Emory faculty members are invited and encouraged to contribute their ideas and opinions to The Academic Exchange. A range of approaches and formats is available to contributors, from submitting a completed essay to working with a writer to present ideas in interview format. Letters in response to articles and essays are also welcome and will not be published without the author's permission. Contact the managing editor at aadam02@emory.edu for particulars on deadlines and submissions.

Beat the clock

I have just read with interest the article and interviews about childbearing and stopping the tenure clock. I went through the tenure process in 92-93, when my first daughter was two. Apart from the summers when they were born, I did not take time off following the birth of either of my children. When the first was a baby, I felt an enormous amount of pressure to try to publish papers and devote myself to teaching, and I was always conscious of the tenure clock ticking away.

My point is not to complain (after all, I did in fact receive promotion and tenure!), but rather to think about how my experience could have been better. I really felt completely isolated during the time I was pregnant and taking care of a baby. Those in my department with children had gone through the baby stage many years before, and all had had stay-at-home wives doing all babycare. There was really nobody that I could talk to about problems, fears, etc.

I think we could do so much more to help junior faculty than just giving them some time off and stopping the tenure clock. (Though that's a big help, of course!) Perhaps a support group of faculty parents? What about putting together a booklet with the stories of professors who have gone through the childbearing experience? I think that simply knowing that there were others who had gone throught what I was going through would have been a big psychological boost, and I'm sure I could have picked up some practical help as well.

Vicki Powers
Associate Professor, Mathematics and Computer Science

Why tenure?

The first question at the Faculty Town Hall Meeting on March 15 was simple and surprising: "What is the meaning of tenure and why do we have it?" Tenure apparently is now open to a line of inquiry that its original proponents would not have imagined. The colleague who spoke that day, a clinical professor, knew that his compensation derived from his clinical practice. Should he and his patients decline to see each other the university would not be able to underwrite his compensation from other sources. So while he held the "protections" of tenure, such protections would be of little value to him without salary.

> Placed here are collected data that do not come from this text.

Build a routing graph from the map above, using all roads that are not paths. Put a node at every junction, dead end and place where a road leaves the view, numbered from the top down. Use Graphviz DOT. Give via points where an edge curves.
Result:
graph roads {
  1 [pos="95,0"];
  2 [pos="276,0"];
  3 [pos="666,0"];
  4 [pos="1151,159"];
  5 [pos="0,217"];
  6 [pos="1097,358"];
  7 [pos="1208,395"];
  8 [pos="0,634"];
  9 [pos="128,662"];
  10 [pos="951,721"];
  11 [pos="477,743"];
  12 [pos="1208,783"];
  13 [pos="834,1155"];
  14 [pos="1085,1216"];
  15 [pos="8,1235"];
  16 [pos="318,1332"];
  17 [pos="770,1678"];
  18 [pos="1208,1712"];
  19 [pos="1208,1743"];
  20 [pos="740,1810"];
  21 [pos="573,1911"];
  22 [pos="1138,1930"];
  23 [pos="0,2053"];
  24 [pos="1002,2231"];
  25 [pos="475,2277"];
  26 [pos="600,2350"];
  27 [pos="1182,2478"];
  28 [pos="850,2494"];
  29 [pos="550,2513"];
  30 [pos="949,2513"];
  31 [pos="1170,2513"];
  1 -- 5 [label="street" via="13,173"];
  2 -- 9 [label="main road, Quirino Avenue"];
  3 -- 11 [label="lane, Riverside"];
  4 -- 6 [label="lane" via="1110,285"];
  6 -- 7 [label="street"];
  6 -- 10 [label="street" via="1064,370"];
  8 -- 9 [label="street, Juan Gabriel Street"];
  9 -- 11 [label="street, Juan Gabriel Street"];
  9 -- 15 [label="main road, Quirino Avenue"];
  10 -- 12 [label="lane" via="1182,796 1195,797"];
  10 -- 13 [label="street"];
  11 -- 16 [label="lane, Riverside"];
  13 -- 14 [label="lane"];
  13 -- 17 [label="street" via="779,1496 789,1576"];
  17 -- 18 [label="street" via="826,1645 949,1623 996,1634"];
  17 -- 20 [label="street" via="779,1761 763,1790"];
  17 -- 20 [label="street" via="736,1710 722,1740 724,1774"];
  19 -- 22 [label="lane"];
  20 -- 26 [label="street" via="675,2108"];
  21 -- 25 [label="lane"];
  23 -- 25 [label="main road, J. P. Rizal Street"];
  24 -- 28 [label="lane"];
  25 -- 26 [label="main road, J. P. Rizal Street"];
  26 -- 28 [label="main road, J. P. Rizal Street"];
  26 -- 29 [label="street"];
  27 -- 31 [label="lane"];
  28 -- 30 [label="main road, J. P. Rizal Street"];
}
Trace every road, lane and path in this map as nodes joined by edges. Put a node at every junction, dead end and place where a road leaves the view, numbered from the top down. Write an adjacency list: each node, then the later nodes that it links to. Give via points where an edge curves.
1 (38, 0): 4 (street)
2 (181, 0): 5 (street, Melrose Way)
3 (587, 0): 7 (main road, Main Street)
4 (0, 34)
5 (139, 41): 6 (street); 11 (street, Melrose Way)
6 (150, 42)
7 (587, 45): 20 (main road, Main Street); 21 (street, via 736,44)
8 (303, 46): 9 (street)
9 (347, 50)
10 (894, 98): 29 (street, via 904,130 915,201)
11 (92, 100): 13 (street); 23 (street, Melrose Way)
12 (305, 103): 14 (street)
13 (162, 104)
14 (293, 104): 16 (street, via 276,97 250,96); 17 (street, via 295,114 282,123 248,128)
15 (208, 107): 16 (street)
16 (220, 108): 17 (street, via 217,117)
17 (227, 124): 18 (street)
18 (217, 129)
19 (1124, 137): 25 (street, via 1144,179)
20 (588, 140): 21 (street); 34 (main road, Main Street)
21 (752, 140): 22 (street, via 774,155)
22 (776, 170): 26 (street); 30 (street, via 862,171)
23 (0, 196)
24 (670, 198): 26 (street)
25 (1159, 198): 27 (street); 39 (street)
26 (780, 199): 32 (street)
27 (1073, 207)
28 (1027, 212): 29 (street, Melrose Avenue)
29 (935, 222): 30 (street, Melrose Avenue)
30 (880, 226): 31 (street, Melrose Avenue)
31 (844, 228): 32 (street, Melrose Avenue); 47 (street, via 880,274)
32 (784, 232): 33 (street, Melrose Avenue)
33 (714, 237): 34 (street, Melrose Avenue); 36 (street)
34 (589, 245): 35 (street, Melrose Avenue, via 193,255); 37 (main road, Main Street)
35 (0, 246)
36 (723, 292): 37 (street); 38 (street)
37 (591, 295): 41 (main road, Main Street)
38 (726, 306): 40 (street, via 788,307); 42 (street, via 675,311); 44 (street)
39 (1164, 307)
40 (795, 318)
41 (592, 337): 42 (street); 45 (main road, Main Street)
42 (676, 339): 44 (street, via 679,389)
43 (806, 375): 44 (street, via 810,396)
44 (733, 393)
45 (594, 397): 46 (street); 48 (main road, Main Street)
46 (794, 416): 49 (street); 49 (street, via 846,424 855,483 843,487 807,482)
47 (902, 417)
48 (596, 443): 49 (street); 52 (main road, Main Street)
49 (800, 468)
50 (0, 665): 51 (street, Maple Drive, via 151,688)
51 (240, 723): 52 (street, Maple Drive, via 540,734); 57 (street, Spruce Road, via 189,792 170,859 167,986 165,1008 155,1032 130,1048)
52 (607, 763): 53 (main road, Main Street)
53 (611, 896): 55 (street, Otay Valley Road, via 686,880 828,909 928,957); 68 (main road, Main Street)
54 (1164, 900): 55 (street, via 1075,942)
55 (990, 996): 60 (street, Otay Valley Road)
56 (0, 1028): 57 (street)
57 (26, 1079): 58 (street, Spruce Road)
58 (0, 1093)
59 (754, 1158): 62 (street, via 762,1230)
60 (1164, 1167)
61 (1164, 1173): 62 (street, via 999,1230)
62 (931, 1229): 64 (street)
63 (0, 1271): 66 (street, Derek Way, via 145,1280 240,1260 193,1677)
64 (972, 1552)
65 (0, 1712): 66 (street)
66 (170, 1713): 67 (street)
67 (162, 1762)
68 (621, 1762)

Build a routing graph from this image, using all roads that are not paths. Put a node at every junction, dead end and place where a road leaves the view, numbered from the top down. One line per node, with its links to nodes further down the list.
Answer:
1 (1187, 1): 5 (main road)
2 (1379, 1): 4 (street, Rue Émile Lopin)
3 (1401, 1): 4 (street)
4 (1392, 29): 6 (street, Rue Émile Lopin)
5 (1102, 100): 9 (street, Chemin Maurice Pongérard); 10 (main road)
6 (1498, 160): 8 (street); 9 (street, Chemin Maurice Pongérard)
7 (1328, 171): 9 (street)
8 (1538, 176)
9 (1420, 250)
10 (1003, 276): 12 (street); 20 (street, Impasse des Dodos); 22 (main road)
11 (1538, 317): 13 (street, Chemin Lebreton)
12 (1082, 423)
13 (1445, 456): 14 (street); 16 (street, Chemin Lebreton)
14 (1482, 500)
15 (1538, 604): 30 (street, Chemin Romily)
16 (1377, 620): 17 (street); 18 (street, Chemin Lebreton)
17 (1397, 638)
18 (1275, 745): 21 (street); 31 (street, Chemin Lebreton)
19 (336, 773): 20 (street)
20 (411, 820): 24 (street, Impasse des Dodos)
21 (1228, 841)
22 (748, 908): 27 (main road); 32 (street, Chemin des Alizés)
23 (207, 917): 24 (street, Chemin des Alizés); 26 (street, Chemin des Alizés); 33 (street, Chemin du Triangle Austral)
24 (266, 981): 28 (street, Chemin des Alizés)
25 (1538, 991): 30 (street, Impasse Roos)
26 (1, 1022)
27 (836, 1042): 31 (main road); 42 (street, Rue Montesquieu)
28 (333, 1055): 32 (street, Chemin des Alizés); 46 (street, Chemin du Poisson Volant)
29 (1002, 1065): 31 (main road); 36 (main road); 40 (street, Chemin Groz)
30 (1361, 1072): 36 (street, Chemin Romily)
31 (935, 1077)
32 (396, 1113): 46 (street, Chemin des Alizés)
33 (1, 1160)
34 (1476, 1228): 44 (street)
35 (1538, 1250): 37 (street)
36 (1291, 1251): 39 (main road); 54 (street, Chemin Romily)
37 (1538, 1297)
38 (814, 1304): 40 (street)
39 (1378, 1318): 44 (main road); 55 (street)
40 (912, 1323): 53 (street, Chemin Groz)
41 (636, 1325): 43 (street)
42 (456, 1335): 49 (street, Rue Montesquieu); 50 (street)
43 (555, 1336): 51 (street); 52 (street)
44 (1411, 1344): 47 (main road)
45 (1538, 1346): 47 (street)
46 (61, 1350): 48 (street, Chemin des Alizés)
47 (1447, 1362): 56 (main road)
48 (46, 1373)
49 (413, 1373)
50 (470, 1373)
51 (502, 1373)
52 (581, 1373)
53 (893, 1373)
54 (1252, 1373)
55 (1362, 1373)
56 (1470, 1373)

Thus we have set before us a powerful issue. Can tenure be tenure without supporting salary? If not, then what, exactly, is the magnitude of a "supporting salary"? These matters, emerging as the American professoriate address new professional and fiscal realities, provide the agenda for a small committee of academic deans to consider. That committee, including Dean Thomas Lawley, Dean Don Stein, and Senior Vice Provost Harriet King, will draft a statement on the responsibilities and privileges of tenure, which I intend to bring to the Emory faculty for further consideration.

Curiously, no one speaking from the floor at the town hall meeting alluded to tenure as a protection to speak and write about controversial matters. Yet such protection was at the core of tenure when its principles were established and now seems beyond question. Whether our society will always give us this protection is a question we should not ignore while asking about a guaranteed paycheck.